[Records for the exercise]

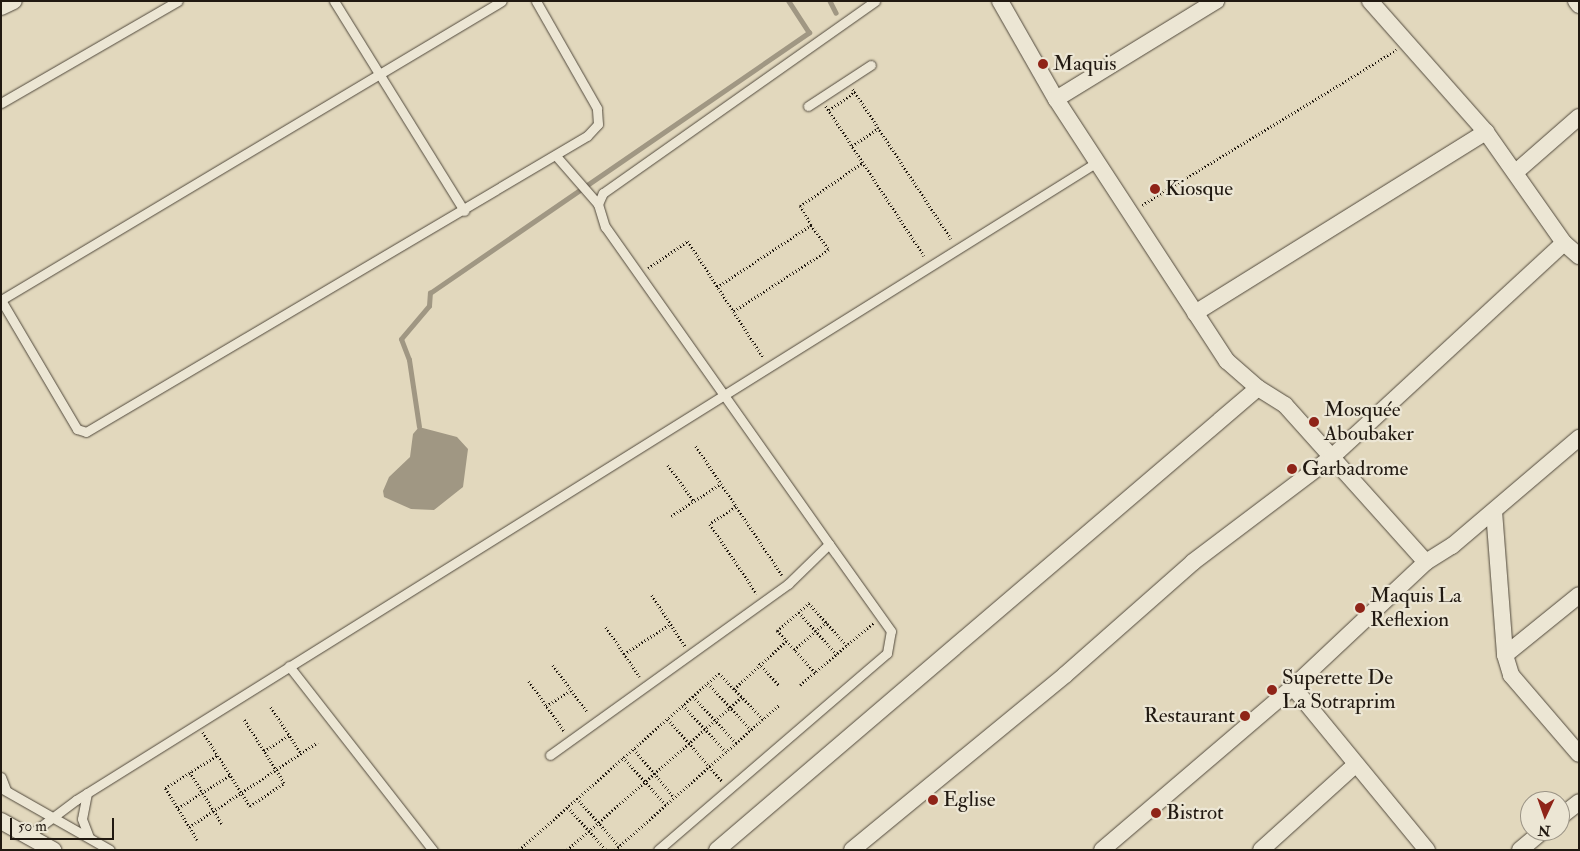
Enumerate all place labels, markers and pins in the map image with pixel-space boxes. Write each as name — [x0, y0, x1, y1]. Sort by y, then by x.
place label: Maquis — [1053, 51, 1116, 77]
marker: Maquis — [1037, 58, 1049, 70]
place label: Kiosque — [1165, 176, 1233, 202]
marker: Kiosque — [1149, 183, 1161, 195]
place label: Mosquée Aboubaker — [1324, 397, 1414, 447]
marker: Mosquée Aboubaker — [1308, 416, 1320, 428]
place label: Garbadrome — [1302, 456, 1408, 482]
marker: Garbadrome — [1286, 463, 1298, 475]
place label: Maquis La Reflexion — [1370, 583, 1462, 633]
marker: Maquis La Reflexion — [1354, 602, 1366, 614]
place label: Superette De La Sotraprim — [1282, 665, 1396, 715]
marker: Superette De La Sotraprim — [1266, 684, 1278, 696]
place label: Restaurant — [1144, 703, 1235, 729]
marker: Restaurant — [1239, 710, 1251, 722]
place label: Eglise — [943, 787, 995, 813]
marker: Eglise — [927, 794, 939, 806]
place label: Bistrot — [1166, 800, 1224, 826]
marker: Bistrot — [1150, 807, 1162, 819]

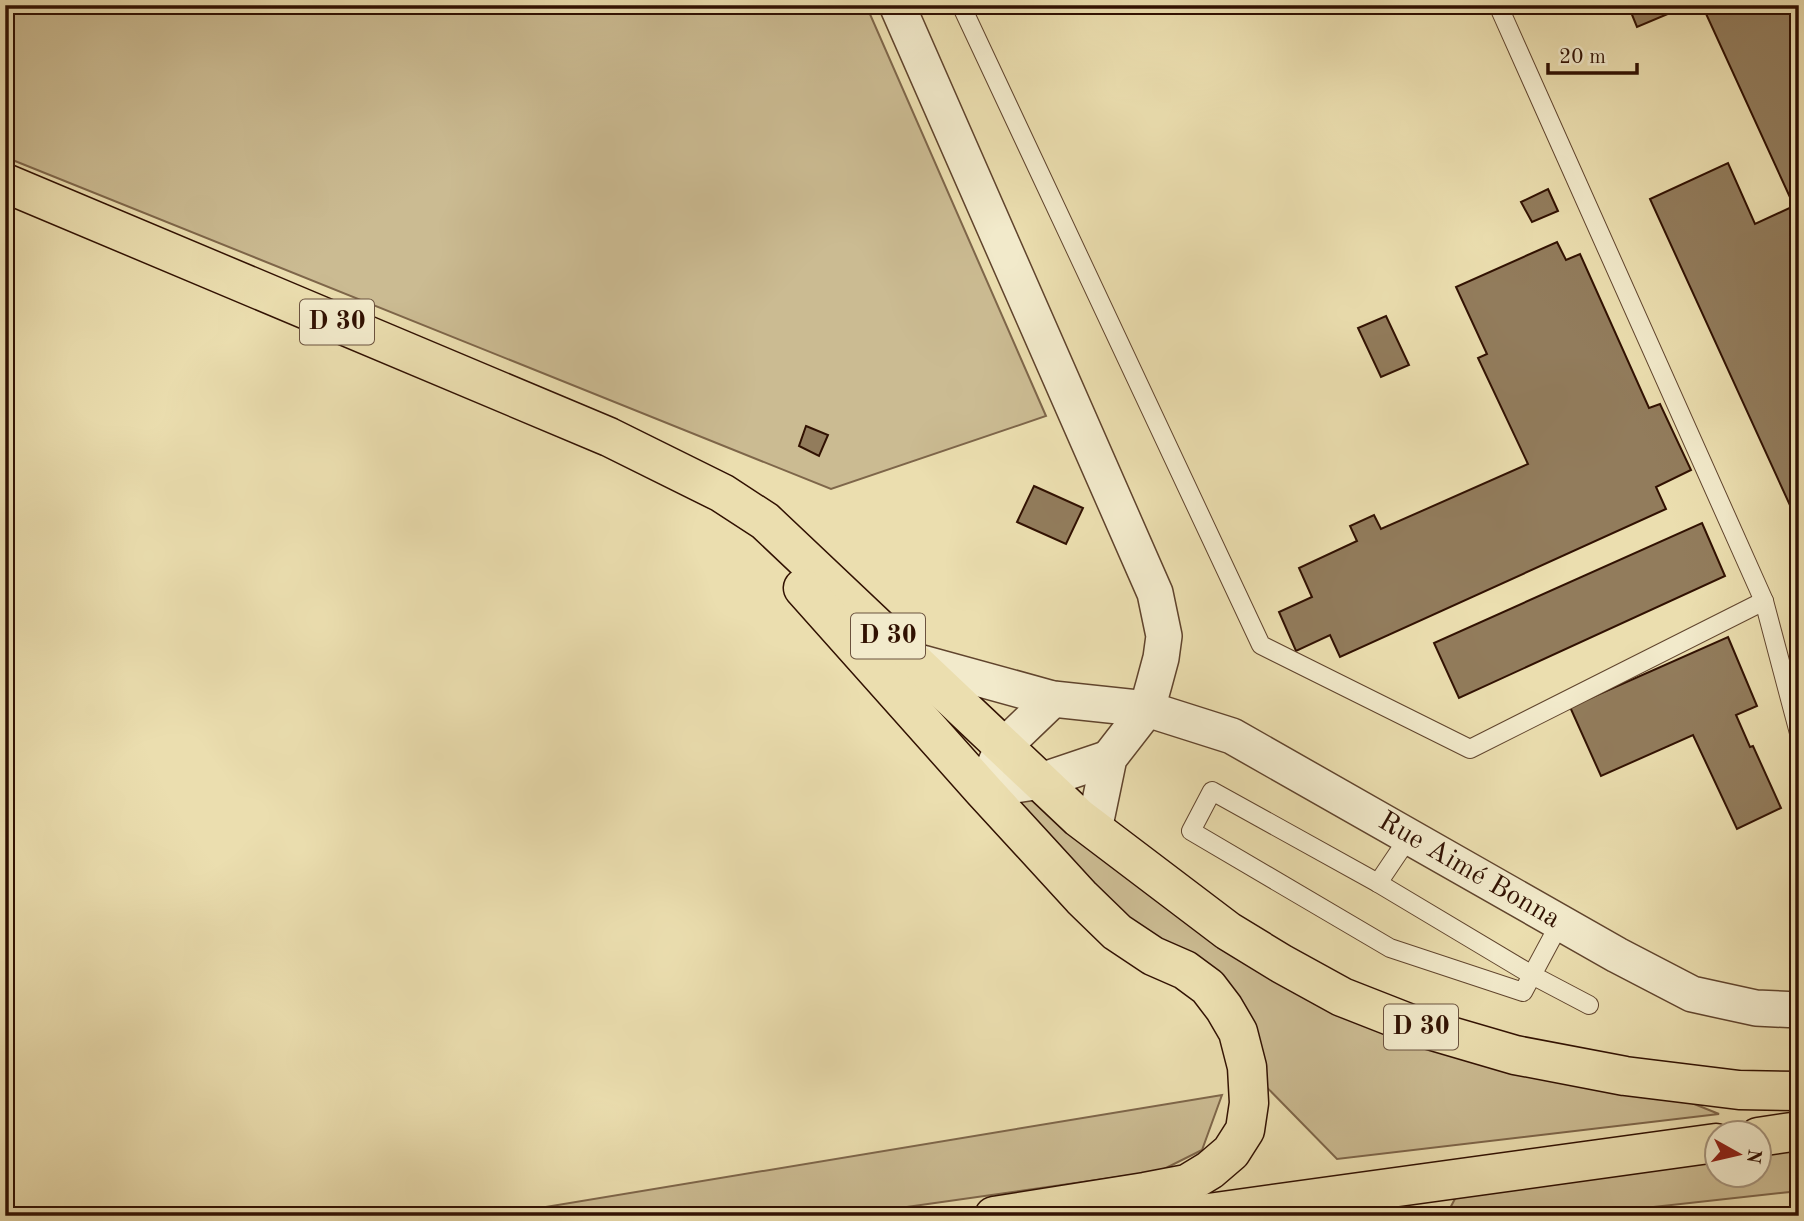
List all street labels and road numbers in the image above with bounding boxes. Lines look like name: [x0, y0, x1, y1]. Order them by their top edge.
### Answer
road number: D 30: [300, 300, 374, 344]
road number: D 30: [851, 614, 925, 658]
street label: Rue Aimé Bonna: [1373, 808, 1565, 934]
road number: D 30: [1384, 1004, 1458, 1050]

[/Records for the exercise]

Problem statement
Every last line above must be reproduced as written, and no pictures belong in the copy.

Finished exercise
Enumerate all place labels, markers and pins in the map image with pixel-space boxes. Write each as name — [x0, y0, x1, y1]. Sort by y, then by x.
place label: Maquis — [1053, 51, 1116, 77]
marker: Maquis — [1037, 58, 1049, 70]
place label: Kiosque — [1165, 176, 1233, 202]
marker: Kiosque — [1149, 183, 1161, 195]
place label: Mosquée Aboubaker — [1324, 397, 1414, 447]
marker: Mosquée Aboubaker — [1308, 416, 1320, 428]
place label: Garbadrome — [1302, 456, 1408, 482]
marker: Garbadrome — [1286, 463, 1298, 475]
place label: Maquis La Reflexion — [1370, 583, 1462, 633]
marker: Maquis La Reflexion — [1354, 602, 1366, 614]
place label: Superette De La Sotraprim — [1282, 665, 1396, 715]
marker: Superette De La Sotraprim — [1266, 684, 1278, 696]
place label: Restaurant — [1144, 703, 1235, 729]
marker: Restaurant — [1239, 710, 1251, 722]
place label: Eglise — [943, 787, 995, 813]
marker: Eglise — [927, 794, 939, 806]
place label: Bistrot — [1166, 800, 1224, 826]
marker: Bistrot — [1150, 807, 1162, 819]

List all street labels and road numbers in the image above with bounding boxes. Lines look like name: [x0, y0, x1, y1]. Order them by their top edge.
### Answer
road number: D 30: [300, 300, 374, 344]
road number: D 30: [851, 614, 925, 658]
street label: Rue Aimé Bonna: [1373, 808, 1565, 934]
road number: D 30: [1384, 1004, 1458, 1050]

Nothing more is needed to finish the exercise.